▸ Assignment: Print out the records that follow, exactly and completely.

=== Begin Enclosure ===

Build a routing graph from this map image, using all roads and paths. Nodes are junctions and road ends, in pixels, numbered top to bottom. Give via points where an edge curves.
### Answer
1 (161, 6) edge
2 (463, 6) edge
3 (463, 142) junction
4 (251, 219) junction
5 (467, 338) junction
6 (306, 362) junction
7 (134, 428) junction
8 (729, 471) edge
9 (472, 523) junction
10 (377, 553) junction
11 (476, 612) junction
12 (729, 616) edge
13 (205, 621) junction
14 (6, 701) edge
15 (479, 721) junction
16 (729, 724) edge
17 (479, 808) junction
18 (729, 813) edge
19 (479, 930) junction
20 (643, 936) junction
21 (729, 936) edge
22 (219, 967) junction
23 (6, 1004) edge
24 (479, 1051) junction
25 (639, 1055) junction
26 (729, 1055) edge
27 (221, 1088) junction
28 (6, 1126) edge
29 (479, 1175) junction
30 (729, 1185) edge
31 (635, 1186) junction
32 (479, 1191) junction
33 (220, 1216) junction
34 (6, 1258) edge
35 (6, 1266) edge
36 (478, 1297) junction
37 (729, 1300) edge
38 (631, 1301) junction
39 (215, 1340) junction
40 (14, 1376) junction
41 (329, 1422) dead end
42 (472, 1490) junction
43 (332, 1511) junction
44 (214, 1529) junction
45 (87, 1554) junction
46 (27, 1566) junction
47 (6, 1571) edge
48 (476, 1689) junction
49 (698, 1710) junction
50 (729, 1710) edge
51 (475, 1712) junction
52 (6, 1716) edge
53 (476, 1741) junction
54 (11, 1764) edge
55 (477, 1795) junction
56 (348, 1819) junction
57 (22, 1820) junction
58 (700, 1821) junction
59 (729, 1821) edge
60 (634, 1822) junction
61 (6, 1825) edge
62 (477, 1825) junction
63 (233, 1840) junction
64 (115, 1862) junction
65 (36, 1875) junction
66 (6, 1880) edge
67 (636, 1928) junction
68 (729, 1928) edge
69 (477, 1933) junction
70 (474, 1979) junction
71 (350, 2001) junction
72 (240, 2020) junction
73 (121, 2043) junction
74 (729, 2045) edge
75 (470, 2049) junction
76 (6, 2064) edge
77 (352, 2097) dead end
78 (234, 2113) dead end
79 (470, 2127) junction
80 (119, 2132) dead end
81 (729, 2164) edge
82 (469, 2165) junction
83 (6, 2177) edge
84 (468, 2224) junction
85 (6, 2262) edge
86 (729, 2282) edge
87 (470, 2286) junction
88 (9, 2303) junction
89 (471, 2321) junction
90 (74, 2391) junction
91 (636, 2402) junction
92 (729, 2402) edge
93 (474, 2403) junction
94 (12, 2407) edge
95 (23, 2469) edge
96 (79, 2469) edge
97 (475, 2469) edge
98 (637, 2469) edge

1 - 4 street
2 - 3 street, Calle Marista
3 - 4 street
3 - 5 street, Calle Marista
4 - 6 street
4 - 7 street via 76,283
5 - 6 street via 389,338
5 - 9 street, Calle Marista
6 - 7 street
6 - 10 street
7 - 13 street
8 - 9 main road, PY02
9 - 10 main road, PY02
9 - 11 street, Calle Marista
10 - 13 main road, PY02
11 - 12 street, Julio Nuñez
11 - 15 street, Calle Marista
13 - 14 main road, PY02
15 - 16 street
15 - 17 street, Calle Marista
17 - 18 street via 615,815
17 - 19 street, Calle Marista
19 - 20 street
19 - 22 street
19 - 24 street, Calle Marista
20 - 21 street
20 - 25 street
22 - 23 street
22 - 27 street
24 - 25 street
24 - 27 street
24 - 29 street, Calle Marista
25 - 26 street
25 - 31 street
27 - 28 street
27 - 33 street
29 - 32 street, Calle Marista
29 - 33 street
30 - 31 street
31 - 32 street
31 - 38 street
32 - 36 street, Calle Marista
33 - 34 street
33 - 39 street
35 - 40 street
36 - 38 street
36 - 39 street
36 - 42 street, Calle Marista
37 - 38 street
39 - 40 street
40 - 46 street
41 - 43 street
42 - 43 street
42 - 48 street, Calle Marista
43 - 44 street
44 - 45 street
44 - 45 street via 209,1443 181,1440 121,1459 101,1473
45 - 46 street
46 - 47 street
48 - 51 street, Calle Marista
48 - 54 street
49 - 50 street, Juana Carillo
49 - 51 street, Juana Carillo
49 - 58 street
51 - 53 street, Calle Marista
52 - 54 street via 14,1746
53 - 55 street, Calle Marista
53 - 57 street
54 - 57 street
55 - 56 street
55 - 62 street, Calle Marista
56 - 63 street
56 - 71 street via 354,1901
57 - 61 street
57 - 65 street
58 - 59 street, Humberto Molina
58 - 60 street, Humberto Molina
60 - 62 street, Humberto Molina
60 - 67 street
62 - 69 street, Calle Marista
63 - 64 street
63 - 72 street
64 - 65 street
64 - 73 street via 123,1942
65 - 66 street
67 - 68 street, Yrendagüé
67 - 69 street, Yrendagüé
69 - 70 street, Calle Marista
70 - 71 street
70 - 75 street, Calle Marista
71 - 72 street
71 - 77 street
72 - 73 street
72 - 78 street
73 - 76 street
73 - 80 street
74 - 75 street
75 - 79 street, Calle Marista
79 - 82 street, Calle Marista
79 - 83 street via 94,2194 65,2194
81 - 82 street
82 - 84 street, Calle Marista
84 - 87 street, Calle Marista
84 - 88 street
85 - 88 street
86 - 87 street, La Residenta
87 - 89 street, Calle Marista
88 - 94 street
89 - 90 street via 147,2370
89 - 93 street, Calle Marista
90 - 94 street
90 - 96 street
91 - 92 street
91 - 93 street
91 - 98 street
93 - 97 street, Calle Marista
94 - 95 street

=== End Enclosure ===

▸ Exercise output:
Build a routing graph from this map image, using all roads and paths. Nodes are junctions and road ends, in pixels, numbered top to bottom. Give via points where an edge curves.
### Answer
1 (161, 6) edge
2 (463, 6) edge
3 (463, 142) junction
4 (251, 219) junction
5 (467, 338) junction
6 (306, 362) junction
7 (134, 428) junction
8 (729, 471) edge
9 (472, 523) junction
10 (377, 553) junction
11 (476, 612) junction
12 (729, 616) edge
13 (205, 621) junction
14 (6, 701) edge
15 (479, 721) junction
16 (729, 724) edge
17 (479, 808) junction
18 (729, 813) edge
19 (479, 930) junction
20 (643, 936) junction
21 (729, 936) edge
22 (219, 967) junction
23 (6, 1004) edge
24 (479, 1051) junction
25 (639, 1055) junction
26 (729, 1055) edge
27 (221, 1088) junction
28 (6, 1126) edge
29 (479, 1175) junction
30 (729, 1185) edge
31 (635, 1186) junction
32 (479, 1191) junction
33 (220, 1216) junction
34 (6, 1258) edge
35 (6, 1266) edge
36 (478, 1297) junction
37 (729, 1300) edge
38 (631, 1301) junction
39 (215, 1340) junction
40 (14, 1376) junction
41 (329, 1422) dead end
42 (472, 1490) junction
43 (332, 1511) junction
44 (214, 1529) junction
45 (87, 1554) junction
46 (27, 1566) junction
47 (6, 1571) edge
48 (476, 1689) junction
49 (698, 1710) junction
50 (729, 1710) edge
51 (475, 1712) junction
52 (6, 1716) edge
53 (476, 1741) junction
54 (11, 1764) edge
55 (477, 1795) junction
56 (348, 1819) junction
57 (22, 1820) junction
58 (700, 1821) junction
59 (729, 1821) edge
60 (634, 1822) junction
61 (6, 1825) edge
62 (477, 1825) junction
63 (233, 1840) junction
64 (115, 1862) junction
65 (36, 1875) junction
66 (6, 1880) edge
67 (636, 1928) junction
68 (729, 1928) edge
69 (477, 1933) junction
70 (474, 1979) junction
71 (350, 2001) junction
72 (240, 2020) junction
73 (121, 2043) junction
74 (729, 2045) edge
75 (470, 2049) junction
76 (6, 2064) edge
77 (352, 2097) dead end
78 (234, 2113) dead end
79 (470, 2127) junction
80 (119, 2132) dead end
81 (729, 2164) edge
82 (469, 2165) junction
83 (6, 2177) edge
84 (468, 2224) junction
85 (6, 2262) edge
86 (729, 2282) edge
87 (470, 2286) junction
88 (9, 2303) junction
89 (471, 2321) junction
90 (74, 2391) junction
91 (636, 2402) junction
92 (729, 2402) edge
93 (474, 2403) junction
94 (12, 2407) edge
95 (23, 2469) edge
96 (79, 2469) edge
97 (475, 2469) edge
98 (637, 2469) edge

1 - 4 street
2 - 3 street, Calle Marista
3 - 4 street
3 - 5 street, Calle Marista
4 - 6 street
4 - 7 street via 76,283
5 - 6 street via 389,338
5 - 9 street, Calle Marista
6 - 7 street
6 - 10 street
7 - 13 street
8 - 9 main road, PY02
9 - 10 main road, PY02
9 - 11 street, Calle Marista
10 - 13 main road, PY02
11 - 12 street, Julio Nuñez
11 - 15 street, Calle Marista
13 - 14 main road, PY02
15 - 16 street
15 - 17 street, Calle Marista
17 - 18 street via 615,815
17 - 19 street, Calle Marista
19 - 20 street
19 - 22 street
19 - 24 street, Calle Marista
20 - 21 street
20 - 25 street
22 - 23 street
22 - 27 street
24 - 25 street
24 - 27 street
24 - 29 street, Calle Marista
25 - 26 street
25 - 31 street
27 - 28 street
27 - 33 street
29 - 32 street, Calle Marista
29 - 33 street
30 - 31 street
31 - 32 street
31 - 38 street
32 - 36 street, Calle Marista
33 - 34 street
33 - 39 street
35 - 40 street
36 - 38 street
36 - 39 street
36 - 42 street, Calle Marista
37 - 38 street
39 - 40 street
40 - 46 street
41 - 43 street
42 - 43 street
42 - 48 street, Calle Marista
43 - 44 street
44 - 45 street
44 - 45 street via 209,1443 181,1440 121,1459 101,1473
45 - 46 street
46 - 47 street
48 - 51 street, Calle Marista
48 - 54 street
49 - 50 street, Juana Carillo
49 - 51 street, Juana Carillo
49 - 58 street
51 - 53 street, Calle Marista
52 - 54 street via 14,1746
53 - 55 street, Calle Marista
53 - 57 street
54 - 57 street
55 - 56 street
55 - 62 street, Calle Marista
56 - 63 street
56 - 71 street via 354,1901
57 - 61 street
57 - 65 street
58 - 59 street, Humberto Molina
58 - 60 street, Humberto Molina
60 - 62 street, Humberto Molina
60 - 67 street
62 - 69 street, Calle Marista
63 - 64 street
63 - 72 street
64 - 65 street
64 - 73 street via 123,1942
65 - 66 street
67 - 68 street, Yrendagüé
67 - 69 street, Yrendagüé
69 - 70 street, Calle Marista
70 - 71 street
70 - 75 street, Calle Marista
71 - 72 street
71 - 77 street
72 - 73 street
72 - 78 street
73 - 76 street
73 - 80 street
74 - 75 street
75 - 79 street, Calle Marista
79 - 82 street, Calle Marista
79 - 83 street via 94,2194 65,2194
81 - 82 street
82 - 84 street, Calle Marista
84 - 87 street, Calle Marista
84 - 88 street
85 - 88 street
86 - 87 street, La Residenta
87 - 89 street, Calle Marista
88 - 94 street
89 - 90 street via 147,2370
89 - 93 street, Calle Marista
90 - 94 street
90 - 96 street
91 - 92 street
91 - 93 street
91 - 98 street
93 - 97 street, Calle Marista
94 - 95 street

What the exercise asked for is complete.